Last, in order to make certain that all of your adjustments are optimized, you will need to “paper tune” the bow and, order to accomplish this, you will need some sort of frame that can be positioned level with your bow when it is drawn. Then, you will need to attach a piece of paper to the frame and then stand back far enough from the paper such the belly of your bow when drawn is approximately three feet from the paper. Then, you will need to nock an arrow, draw your bow, and fire the arrow though the paper and into your archery butt. Then, you will need to examine the paper and note the shape of the hole it makes. So, if you have made all of the above mentioned adjustments correctly (and if your arrow has the correct spine), what you will see is a round hole the same diameter as your arrow shaft with three small, straight, tears radiating out from the center of the hole where the fletching has passed through. However, if you see an entrance hole where the point of the arrow has penetrated the paper and then a large tear extending in any direction (usually either up and/or to one side or the other) then further tuning is necessary. For instance, it the tear extends upward, try moving the nock point down slightly and, if the tear extends downward, try moving the nock point upward slightly and, if either of those steps do not correct the issue, then check the timing of the cams. However, it the tear extends to the left, the your arrow’s spine may be too weak and, if it extends to the right, then it may be too stiff. Thus, if the spine is too weak, then you can either reduce the bow’s draw weight or use a lighter broadhead (or target point) and, if the spine is too stiff, then you can increase the draw weight or use a heavier broadhead (or target point) or purchase new arrows with the correct spine for your bow.

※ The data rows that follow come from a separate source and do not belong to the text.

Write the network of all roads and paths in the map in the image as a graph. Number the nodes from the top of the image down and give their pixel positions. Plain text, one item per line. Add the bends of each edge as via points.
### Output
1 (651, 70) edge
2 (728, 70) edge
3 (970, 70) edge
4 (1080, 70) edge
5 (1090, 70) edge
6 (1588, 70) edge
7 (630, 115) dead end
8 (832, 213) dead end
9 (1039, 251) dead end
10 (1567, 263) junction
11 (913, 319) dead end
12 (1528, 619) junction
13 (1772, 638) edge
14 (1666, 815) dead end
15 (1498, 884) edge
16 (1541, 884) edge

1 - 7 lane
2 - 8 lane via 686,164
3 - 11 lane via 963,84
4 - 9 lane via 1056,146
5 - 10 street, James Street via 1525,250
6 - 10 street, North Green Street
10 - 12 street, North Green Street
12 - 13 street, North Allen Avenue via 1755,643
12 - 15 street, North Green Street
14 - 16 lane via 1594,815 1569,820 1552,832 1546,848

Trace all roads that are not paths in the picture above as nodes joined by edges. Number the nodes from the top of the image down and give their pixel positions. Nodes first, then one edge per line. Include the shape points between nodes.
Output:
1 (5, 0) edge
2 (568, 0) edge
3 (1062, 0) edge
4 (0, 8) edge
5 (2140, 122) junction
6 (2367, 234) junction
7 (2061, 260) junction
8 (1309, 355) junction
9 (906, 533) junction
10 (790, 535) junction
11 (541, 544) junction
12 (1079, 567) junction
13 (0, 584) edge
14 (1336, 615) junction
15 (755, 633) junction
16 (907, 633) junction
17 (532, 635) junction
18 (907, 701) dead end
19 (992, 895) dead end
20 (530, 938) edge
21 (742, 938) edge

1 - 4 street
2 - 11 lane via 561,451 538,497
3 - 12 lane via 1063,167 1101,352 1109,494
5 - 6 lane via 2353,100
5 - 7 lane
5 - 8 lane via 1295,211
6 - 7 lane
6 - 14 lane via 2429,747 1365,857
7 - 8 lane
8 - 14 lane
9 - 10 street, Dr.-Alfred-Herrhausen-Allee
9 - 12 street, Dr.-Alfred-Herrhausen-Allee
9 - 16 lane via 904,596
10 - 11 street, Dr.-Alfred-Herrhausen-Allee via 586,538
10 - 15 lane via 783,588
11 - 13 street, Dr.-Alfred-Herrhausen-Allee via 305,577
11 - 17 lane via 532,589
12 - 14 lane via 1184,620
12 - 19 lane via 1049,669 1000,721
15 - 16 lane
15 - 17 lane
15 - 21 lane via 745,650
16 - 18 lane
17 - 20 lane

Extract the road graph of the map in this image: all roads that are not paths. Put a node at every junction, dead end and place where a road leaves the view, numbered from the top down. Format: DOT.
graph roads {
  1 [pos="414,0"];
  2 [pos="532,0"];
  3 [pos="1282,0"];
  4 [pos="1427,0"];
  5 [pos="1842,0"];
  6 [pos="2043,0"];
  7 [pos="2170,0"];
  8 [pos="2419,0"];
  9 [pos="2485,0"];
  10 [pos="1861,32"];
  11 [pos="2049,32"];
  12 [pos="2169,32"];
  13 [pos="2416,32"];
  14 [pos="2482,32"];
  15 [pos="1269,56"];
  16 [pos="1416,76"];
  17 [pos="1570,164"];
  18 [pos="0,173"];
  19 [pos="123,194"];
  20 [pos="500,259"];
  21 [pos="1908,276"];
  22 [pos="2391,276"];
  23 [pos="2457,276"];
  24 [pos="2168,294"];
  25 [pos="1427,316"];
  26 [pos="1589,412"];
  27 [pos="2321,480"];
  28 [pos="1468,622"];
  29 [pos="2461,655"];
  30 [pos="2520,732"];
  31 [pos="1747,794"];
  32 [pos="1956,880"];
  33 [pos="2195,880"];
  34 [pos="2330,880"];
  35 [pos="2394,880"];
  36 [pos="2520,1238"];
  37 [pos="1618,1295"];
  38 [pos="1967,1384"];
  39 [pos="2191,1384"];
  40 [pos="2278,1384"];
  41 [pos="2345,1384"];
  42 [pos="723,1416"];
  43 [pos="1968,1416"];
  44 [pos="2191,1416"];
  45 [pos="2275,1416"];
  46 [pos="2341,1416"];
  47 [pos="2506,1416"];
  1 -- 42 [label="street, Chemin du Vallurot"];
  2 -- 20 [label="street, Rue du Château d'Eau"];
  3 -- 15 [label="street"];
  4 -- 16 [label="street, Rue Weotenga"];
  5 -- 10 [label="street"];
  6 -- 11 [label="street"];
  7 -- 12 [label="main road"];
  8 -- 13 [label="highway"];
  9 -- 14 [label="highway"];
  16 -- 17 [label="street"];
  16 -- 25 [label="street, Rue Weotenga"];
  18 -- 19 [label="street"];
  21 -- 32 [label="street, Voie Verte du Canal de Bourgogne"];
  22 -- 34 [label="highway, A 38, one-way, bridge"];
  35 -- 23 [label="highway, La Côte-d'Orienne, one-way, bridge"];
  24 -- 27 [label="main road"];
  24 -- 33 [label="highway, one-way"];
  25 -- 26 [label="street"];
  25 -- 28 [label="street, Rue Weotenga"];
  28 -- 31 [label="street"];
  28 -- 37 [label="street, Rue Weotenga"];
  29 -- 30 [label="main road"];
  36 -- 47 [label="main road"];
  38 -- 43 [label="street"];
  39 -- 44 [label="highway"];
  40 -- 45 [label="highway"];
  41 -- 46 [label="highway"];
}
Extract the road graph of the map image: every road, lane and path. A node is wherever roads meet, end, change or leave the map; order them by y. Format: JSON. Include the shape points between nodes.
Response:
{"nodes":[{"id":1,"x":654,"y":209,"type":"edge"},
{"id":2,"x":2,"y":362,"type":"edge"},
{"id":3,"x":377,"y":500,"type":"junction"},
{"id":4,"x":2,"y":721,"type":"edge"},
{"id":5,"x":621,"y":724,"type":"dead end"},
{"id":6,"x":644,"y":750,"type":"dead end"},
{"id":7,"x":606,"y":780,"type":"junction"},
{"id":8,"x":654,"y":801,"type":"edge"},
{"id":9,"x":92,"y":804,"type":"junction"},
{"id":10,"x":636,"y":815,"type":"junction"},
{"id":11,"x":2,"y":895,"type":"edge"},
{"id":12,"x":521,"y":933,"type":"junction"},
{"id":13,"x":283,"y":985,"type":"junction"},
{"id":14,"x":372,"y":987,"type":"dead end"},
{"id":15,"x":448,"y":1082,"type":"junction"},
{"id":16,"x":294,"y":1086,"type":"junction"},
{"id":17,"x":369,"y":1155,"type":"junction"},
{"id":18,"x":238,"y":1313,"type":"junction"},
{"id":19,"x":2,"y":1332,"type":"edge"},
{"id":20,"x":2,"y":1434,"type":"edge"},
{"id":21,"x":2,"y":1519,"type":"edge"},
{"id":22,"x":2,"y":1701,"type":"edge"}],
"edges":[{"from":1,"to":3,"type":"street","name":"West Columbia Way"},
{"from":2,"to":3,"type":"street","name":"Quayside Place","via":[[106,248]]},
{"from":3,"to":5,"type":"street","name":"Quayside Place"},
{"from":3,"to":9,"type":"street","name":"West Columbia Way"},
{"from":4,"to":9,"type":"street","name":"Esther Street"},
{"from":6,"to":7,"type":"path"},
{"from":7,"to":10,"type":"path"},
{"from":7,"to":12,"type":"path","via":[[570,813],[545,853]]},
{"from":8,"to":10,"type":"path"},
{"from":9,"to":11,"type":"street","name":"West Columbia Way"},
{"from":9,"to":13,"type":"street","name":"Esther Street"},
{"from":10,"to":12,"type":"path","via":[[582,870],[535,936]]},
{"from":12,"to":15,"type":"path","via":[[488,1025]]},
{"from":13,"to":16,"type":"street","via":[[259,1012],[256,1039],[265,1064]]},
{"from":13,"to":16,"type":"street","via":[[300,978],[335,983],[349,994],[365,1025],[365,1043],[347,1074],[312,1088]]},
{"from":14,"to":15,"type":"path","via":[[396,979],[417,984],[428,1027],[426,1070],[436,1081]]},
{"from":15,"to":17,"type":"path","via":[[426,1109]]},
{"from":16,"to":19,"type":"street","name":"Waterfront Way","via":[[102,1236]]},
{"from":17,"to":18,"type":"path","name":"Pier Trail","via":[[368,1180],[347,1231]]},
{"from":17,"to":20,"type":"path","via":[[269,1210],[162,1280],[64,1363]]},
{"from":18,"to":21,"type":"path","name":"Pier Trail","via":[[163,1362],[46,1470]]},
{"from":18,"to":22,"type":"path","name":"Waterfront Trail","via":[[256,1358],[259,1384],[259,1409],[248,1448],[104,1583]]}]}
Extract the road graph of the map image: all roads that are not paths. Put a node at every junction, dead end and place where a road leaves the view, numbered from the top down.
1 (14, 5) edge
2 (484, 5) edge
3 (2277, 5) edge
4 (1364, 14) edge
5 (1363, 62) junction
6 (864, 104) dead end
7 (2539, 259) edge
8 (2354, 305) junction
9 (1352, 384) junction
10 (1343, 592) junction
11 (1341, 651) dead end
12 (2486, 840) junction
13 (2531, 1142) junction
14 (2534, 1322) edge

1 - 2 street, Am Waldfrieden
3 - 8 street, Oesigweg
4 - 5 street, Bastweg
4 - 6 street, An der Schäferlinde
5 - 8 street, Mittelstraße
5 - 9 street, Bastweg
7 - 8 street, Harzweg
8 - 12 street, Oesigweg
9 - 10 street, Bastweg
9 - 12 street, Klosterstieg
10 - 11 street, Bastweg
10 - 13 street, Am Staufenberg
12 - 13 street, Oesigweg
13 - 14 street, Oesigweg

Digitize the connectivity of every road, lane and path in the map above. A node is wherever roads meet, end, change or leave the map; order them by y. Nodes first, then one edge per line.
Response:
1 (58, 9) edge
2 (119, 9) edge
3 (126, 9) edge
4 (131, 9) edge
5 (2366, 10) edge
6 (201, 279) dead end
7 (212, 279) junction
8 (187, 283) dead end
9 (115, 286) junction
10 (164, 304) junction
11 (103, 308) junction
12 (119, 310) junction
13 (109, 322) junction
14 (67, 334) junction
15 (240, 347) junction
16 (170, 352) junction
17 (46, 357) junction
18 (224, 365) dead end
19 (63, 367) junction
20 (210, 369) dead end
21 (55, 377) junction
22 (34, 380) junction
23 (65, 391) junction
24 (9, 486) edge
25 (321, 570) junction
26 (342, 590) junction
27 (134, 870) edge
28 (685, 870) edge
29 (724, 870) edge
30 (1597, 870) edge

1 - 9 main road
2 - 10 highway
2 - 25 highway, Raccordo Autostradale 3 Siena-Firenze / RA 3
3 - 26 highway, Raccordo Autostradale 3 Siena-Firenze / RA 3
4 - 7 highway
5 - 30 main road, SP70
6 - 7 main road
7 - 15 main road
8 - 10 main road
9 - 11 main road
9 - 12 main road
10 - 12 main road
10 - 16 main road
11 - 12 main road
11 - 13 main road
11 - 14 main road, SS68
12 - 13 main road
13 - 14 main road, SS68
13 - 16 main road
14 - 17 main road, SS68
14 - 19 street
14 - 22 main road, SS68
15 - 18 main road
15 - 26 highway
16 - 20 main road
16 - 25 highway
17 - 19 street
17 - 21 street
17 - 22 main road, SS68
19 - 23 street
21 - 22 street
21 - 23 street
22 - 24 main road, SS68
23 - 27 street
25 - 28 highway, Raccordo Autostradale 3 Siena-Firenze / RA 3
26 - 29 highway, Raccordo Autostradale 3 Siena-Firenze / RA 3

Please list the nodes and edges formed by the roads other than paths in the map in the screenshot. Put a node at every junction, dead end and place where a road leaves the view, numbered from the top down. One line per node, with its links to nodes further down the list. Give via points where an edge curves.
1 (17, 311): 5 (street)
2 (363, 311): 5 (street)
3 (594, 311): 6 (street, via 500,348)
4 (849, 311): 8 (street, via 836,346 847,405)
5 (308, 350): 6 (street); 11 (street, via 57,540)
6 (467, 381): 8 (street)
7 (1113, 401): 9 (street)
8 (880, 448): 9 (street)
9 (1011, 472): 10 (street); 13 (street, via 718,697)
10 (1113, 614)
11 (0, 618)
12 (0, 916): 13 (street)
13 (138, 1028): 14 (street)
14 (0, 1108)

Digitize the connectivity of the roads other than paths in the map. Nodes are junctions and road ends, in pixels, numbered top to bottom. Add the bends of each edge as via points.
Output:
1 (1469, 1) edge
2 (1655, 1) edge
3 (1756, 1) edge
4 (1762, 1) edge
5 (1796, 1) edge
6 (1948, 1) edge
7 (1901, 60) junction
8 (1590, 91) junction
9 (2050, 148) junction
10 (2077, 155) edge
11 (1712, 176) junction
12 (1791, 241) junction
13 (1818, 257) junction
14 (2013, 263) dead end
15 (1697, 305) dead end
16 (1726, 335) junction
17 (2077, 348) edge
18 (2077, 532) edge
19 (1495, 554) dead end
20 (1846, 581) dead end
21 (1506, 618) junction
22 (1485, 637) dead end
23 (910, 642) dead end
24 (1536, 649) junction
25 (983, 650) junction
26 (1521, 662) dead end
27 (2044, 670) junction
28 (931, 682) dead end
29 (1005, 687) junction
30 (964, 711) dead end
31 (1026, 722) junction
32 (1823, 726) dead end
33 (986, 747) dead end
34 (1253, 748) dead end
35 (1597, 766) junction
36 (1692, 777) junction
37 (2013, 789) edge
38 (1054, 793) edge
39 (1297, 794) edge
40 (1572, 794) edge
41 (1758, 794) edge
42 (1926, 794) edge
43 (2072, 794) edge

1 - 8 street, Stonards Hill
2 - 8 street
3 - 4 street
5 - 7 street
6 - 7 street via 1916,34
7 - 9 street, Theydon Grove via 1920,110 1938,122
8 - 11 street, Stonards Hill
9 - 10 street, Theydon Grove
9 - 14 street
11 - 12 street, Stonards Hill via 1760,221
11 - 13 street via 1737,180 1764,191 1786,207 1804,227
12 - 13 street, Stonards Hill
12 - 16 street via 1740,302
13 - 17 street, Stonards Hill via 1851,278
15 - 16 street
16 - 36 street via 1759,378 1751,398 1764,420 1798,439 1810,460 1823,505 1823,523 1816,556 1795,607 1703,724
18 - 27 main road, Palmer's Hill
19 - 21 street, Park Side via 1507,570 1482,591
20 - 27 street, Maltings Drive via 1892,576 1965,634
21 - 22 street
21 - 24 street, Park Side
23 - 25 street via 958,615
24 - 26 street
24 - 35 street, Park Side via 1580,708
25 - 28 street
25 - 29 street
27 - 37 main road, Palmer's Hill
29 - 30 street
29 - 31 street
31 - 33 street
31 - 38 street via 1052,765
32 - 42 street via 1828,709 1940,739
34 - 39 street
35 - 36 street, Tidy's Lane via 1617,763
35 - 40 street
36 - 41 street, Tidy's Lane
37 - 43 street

Last, although this may sound like a complicated process to go through, it is actually relatively simple since any archer with a bow square and an eye for detail can properly set an arrow rest for correct center shot alignment and set either a nock point or a D-loop at the correct height. Then, it is simply a matter of shooting an arrow through a piece of paper and making slight adjustments until the arrow settles down as it leave the arrow rest and, once you have done so, you will likely find that you bow has suddenly become as accurate as your favorite deer rifle!